Making a “Flandre”

{Preface:  A comment I wrote on a board I once frequented and wrote stories on.  “Flandre” is a character from the Touhou Project video game series.  The comment was written in response to another poster asking about the proper way to write Flandre.  I put a fair amount of time into this, hence why I’m calling it my daily today.}

On the extreme ends of the sliding scale of Flandre, you have “naïve cute little sister that accidentally breaks things” Flandre, and “short fuse no restraint batshit crazy monster” Flandre.  Somewhere in the middle you also have “quirky and random yet somehow endearing” Flandre, and “creepy unsettling impending doom with a smile” Flandre.  A good Flandre will borrow from all parts of the spectrum, because a good character is complex, with both virtues and flaws, and will react differently to different situations.  A one-note “adorable” or “tragic” or “evil” Flandre is good for quick emotion, like a single picture or a 4koma, but for a longer story she can get stale and predictable pretty fast.

The most important thing about Flandre in my opinion is that she’s mentally unstable.  Now “mentally unstable” doesn’t mean she can’t control her actions or that she does things at random; what it means is that she does not always do things that make sense to other people.  She won’t react to things in the way a “normal” person might react to them, and she won’t say things that will tend to benefit a “normal” conversation.  However, correcting her is difficult, because what she does makes sense to her at the time; an insane person cannot comprehend their own level of sanity because the tool they require to comprehend it—their brain—is broken.  There should always be some sort of twisted logic driving her actions that on paper makes a sort of sense, even if it makes none in practice.  Remember, when something is broken, that doesn’t mean it doesn’t work at all, it just means that it doesn’t fulfill its normal function as intended.

Holding the hand of importance to her sanity is her latent destructive potential, which should never be ignored no matter what the story or where in the story you are.  A normal insane person is troublesome to deal with and a danger to themselves, but rarely a danger to others if simple precautions are taken.  Conversely, Flandre is constantly a danger to others and no precautions against her are foolproof.  This is why she’s locked in the basement:  not to eliminate collateral damage, but simply to minimize it.  This facet of Flandre affects the people around her more than it affects herself.  Stories with Flandre in them will inevitably have her interacting closely with other characters, creating a constant threat of collateral damage and any number of random variables, which her unstable mind could interpret unfavorably.  All characters that know her should always keep in the backs of their minds that she is unsafe, no matter how much she loves them, and they should treat her with care.

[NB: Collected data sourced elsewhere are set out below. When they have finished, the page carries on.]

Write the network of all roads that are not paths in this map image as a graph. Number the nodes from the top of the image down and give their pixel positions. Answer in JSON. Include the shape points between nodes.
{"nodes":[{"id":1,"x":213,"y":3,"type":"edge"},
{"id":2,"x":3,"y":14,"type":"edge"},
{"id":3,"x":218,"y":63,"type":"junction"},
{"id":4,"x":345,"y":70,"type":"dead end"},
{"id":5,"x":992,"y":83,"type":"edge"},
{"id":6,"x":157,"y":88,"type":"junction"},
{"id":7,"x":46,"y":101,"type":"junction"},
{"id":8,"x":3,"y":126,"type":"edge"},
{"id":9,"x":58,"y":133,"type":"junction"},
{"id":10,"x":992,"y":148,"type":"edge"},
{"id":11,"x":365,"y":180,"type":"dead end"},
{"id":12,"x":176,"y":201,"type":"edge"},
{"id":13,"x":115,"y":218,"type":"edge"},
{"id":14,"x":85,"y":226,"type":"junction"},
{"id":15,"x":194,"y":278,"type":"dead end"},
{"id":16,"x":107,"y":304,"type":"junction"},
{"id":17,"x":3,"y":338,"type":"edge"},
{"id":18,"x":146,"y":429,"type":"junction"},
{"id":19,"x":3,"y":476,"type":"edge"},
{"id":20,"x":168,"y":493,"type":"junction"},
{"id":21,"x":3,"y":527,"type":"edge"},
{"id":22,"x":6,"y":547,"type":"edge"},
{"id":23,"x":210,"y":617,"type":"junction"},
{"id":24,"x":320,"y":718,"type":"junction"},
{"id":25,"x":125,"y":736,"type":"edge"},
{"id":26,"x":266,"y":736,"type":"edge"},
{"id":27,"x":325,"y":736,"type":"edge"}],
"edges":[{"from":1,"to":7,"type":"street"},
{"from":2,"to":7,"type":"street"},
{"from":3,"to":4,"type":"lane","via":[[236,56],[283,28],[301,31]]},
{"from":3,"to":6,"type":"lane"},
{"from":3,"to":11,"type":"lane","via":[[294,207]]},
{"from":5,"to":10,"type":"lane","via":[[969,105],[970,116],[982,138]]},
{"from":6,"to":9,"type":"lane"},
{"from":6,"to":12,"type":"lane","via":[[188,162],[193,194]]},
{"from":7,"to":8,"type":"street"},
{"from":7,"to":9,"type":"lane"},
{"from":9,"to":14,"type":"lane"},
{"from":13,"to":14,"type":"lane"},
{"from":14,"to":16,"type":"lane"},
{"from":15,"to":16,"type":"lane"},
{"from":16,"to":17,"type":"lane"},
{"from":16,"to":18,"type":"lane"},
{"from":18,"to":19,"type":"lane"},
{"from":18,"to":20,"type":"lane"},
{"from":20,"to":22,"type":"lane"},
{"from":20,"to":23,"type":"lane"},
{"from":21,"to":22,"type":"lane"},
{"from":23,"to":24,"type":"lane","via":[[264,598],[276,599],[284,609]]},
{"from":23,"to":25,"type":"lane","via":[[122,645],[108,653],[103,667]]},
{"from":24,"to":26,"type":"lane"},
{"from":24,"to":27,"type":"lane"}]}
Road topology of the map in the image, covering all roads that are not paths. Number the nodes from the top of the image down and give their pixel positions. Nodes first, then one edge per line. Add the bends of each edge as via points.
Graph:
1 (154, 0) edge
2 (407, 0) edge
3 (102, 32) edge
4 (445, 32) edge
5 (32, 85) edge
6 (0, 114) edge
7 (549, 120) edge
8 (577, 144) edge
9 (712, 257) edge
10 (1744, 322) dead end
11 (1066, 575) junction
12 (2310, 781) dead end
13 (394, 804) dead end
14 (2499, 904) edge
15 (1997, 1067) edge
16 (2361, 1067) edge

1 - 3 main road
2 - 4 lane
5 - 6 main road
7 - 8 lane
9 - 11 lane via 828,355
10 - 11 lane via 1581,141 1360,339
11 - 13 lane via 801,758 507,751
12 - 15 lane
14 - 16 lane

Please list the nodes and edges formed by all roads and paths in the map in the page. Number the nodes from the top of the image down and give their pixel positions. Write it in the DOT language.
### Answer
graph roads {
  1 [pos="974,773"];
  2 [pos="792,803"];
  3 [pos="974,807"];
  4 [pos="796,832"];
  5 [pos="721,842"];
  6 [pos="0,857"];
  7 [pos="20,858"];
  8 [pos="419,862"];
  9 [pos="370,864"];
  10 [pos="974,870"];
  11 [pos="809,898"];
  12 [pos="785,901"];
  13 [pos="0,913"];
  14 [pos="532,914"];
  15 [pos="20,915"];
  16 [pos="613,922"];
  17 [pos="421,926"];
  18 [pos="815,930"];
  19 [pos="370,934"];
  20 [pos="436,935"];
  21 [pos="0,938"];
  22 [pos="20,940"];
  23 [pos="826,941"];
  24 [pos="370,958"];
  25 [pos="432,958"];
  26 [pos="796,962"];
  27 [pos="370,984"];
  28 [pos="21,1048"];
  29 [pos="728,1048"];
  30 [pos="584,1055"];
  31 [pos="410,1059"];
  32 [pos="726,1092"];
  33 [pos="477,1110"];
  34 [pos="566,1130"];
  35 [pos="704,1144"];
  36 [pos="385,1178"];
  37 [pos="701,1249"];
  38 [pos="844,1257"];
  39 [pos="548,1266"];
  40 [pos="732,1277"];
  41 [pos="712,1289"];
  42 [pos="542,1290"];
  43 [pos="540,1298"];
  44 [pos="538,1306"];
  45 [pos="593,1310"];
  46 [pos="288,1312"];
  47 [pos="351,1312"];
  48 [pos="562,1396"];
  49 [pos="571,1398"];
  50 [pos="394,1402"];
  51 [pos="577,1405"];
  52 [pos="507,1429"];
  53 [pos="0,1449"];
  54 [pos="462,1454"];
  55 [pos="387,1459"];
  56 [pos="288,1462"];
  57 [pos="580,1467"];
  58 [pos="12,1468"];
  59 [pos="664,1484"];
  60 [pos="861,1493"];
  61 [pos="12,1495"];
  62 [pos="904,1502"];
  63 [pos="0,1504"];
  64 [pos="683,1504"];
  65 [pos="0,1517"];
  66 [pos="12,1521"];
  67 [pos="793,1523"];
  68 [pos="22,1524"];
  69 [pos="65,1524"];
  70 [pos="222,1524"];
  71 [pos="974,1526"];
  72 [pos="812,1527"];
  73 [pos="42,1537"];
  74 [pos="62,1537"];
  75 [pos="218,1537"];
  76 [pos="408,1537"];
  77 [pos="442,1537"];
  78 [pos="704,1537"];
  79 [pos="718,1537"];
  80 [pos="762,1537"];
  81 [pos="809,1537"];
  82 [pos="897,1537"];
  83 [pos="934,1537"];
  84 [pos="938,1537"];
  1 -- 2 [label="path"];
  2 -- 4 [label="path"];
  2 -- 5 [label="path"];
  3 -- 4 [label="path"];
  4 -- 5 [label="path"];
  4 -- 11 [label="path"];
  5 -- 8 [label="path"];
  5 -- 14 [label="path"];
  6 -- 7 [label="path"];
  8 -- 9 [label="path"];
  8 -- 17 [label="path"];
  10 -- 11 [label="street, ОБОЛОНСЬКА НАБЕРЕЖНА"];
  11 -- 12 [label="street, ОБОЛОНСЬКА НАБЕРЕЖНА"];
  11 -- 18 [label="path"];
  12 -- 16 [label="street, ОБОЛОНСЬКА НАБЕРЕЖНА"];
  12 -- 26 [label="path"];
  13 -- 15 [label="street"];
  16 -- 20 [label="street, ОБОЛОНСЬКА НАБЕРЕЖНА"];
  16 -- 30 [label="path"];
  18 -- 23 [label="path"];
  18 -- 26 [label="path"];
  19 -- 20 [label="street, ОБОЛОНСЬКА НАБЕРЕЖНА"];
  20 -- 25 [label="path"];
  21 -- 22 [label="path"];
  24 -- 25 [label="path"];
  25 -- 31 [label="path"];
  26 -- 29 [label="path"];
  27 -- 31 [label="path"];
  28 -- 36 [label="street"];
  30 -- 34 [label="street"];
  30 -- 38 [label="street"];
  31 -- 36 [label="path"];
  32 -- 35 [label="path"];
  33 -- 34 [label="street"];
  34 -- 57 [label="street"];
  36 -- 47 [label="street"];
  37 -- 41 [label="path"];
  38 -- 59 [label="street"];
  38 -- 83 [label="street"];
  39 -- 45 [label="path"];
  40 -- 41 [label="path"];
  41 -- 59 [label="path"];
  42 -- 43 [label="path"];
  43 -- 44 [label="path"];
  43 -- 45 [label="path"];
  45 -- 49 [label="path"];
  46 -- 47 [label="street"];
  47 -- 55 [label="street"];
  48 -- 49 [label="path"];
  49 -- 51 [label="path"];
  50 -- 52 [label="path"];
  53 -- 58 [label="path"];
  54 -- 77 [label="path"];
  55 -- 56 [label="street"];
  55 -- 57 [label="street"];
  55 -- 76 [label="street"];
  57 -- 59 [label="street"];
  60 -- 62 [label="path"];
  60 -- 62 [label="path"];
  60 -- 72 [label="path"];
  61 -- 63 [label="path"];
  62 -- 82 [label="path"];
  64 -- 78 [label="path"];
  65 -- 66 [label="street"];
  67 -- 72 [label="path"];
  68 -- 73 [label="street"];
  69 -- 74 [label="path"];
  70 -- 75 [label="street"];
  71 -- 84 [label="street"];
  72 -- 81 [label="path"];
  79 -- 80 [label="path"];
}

Think of it this way:  a responsible person is instructed to always treat a gun as if it’s loaded and might accidentally fire, regardless of circumstance.  Characters that do not know her should not be exempt from consequence if they act foolishly around her, nor should they be automatically punished if they do so.  Again, using the loaded gun metaphor, an untrained person does not know that they should give a gun special reverence; they don’t know the damage it could cause at the slightest touch, and thus are more prone to handling it roughly or “playing” with it when it’s not a toy.

When writing Flandre, you should remember that you’re writing a story, not depicting real life.  When dealing with characters who do not act logically, their personality is not a justification for haphazard writing, and it’s easy for writers to fall into this trap and degrade the quality of their story unintentionally.  How you decide to characterize your Flandre should benefit the story you are trying to tell, and you should not make her do random or dangerous things simply “because she can” if it does not advance the plot or develop characters.

And of course, remember that canon is fuzzy, and purposely so.  They may be ZUN’s characters, but it’s your story, and he doesn’t much mind what you do with them.  Feel free to break some rules and try new ideas if you feel it fits your vision of the character better!


One thought on “Making a “Flandre”

  1. Flandre characterizations that feel 100% right to me are hard to come by– although I’m extremely biased for a number of reasons. (That does not, however, prevent me from still enjoying stories with Flandres I don’t like that much. Usually.)

    I was actually considering writing a cyoa from Flandre’s view, but I got stolen away by an original story of mine. Good luck to those out there willing to partake in the challenge.

    I hope the person who received this advice– or anybody writing Flandre, for that matter– finds it helpful.